- Information given:
-- -- --

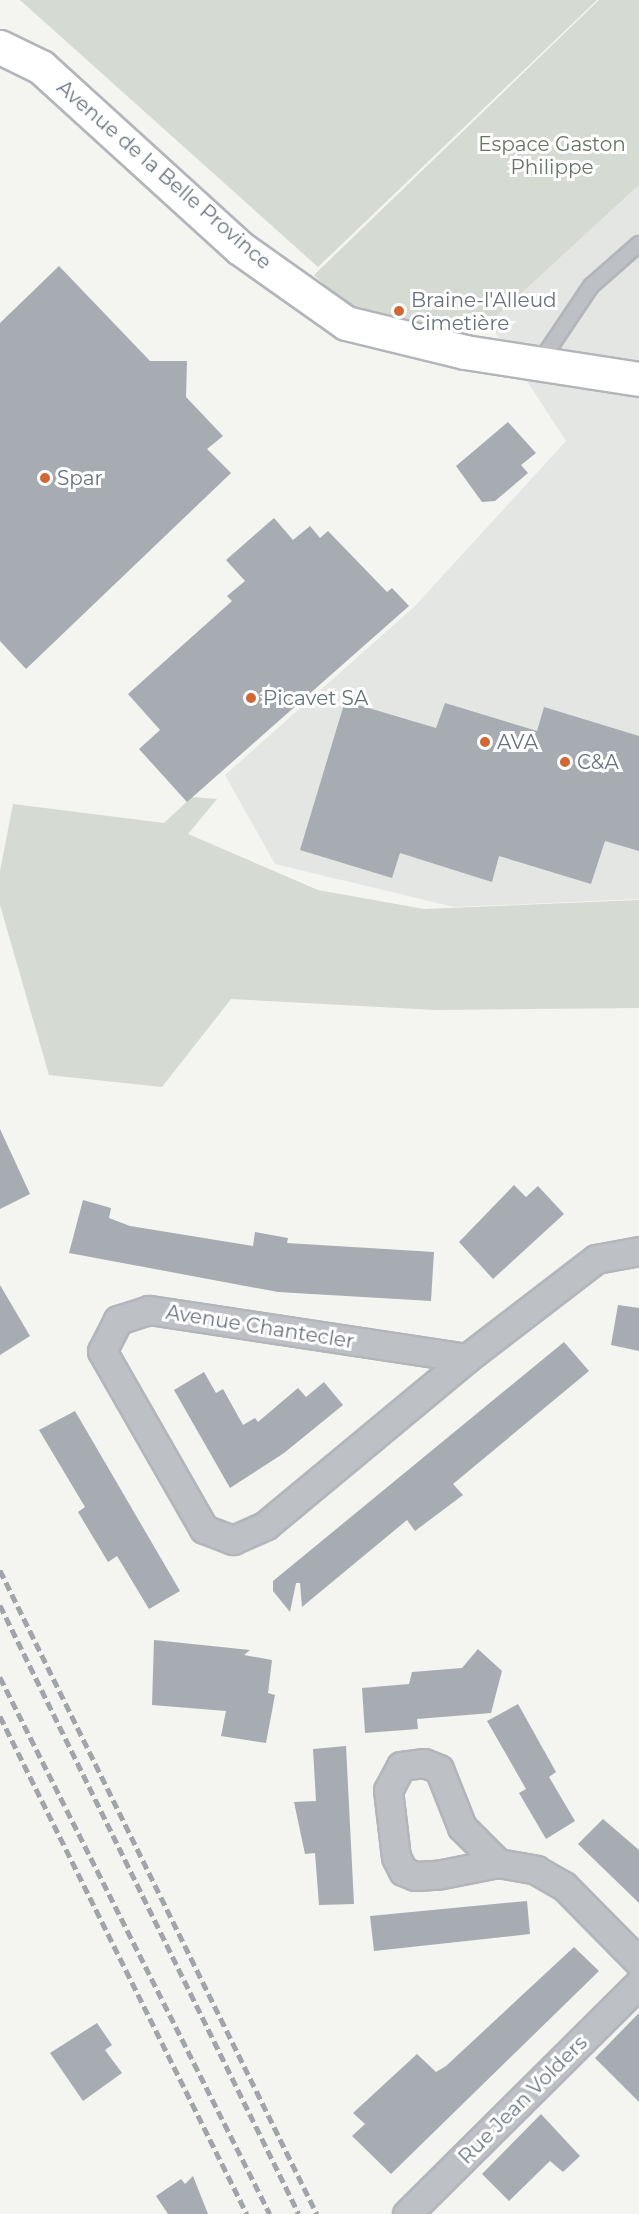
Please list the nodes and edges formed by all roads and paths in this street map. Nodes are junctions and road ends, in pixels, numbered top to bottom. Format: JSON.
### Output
{"nodes":[{"id":1,"x":0,"y":47,"type":"edge"},
{"id":2,"x":639,"y":244,"type":"edge"},
{"id":3,"x":540,"y":362,"type":"junction"},
{"id":4,"x":639,"y":379,"type":"edge"},
{"id":5,"x":639,"y":1251,"type":"edge"},
{"id":6,"x":467,"y":1358,"type":"junction"},
{"id":7,"x":498,"y":1863,"type":"junction"},
{"id":8,"x":639,"y":1962,"type":"edge"},
{"id":9,"x":639,"y":1984,"type":"edge"},
{"id":10,"x":406,"y":2214,"type":"edge"}],
"edges":[{"from":1,"to":3,"type":"main road","name":"Avenue de la Belle Province"},
{"from":2,"to":3,"type":"lane"},
{"from":3,"to":4,"type":"main road","name":"Avenue de la Belle Province"},
{"from":5,"to":6,"type":"street","name":"Avenue Chantecler"},
{"from":6,"to":6,"type":"street","name":"Avenue Chantecler"},
{"from":7,"to":7,"type":"street"},
{"from":7,"to":8,"type":"street"},
{"from":9,"to":10,"type":"street","name":"Rue Jean Volders"}]}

-- -- --

- What to work on: All of the records should be set down exactly, minus the pictures they hold.

- Solution for this problem:
Please list the nodes and edges formed by all roads and paths in this street map. Nodes are junctions and road ends, in pixels, numbered top to bottom. Format: JSON.
### Output
{"nodes":[{"id":1,"x":0,"y":47,"type":"edge"},
{"id":2,"x":639,"y":244,"type":"edge"},
{"id":3,"x":540,"y":362,"type":"junction"},
{"id":4,"x":639,"y":379,"type":"edge"},
{"id":5,"x":639,"y":1251,"type":"edge"},
{"id":6,"x":467,"y":1358,"type":"junction"},
{"id":7,"x":498,"y":1863,"type":"junction"},
{"id":8,"x":639,"y":1962,"type":"edge"},
{"id":9,"x":639,"y":1984,"type":"edge"},
{"id":10,"x":406,"y":2214,"type":"edge"}],
"edges":[{"from":1,"to":3,"type":"main road","name":"Avenue de la Belle Province"},
{"from":2,"to":3,"type":"lane"},
{"from":3,"to":4,"type":"main road","name":"Avenue de la Belle Province"},
{"from":5,"to":6,"type":"street","name":"Avenue Chantecler"},
{"from":6,"to":6,"type":"street","name":"Avenue Chantecler"},
{"from":7,"to":7,"type":"street"},
{"from":7,"to":8,"type":"street"},
{"from":9,"to":10,"type":"street","name":"Rue Jean Volders"}]}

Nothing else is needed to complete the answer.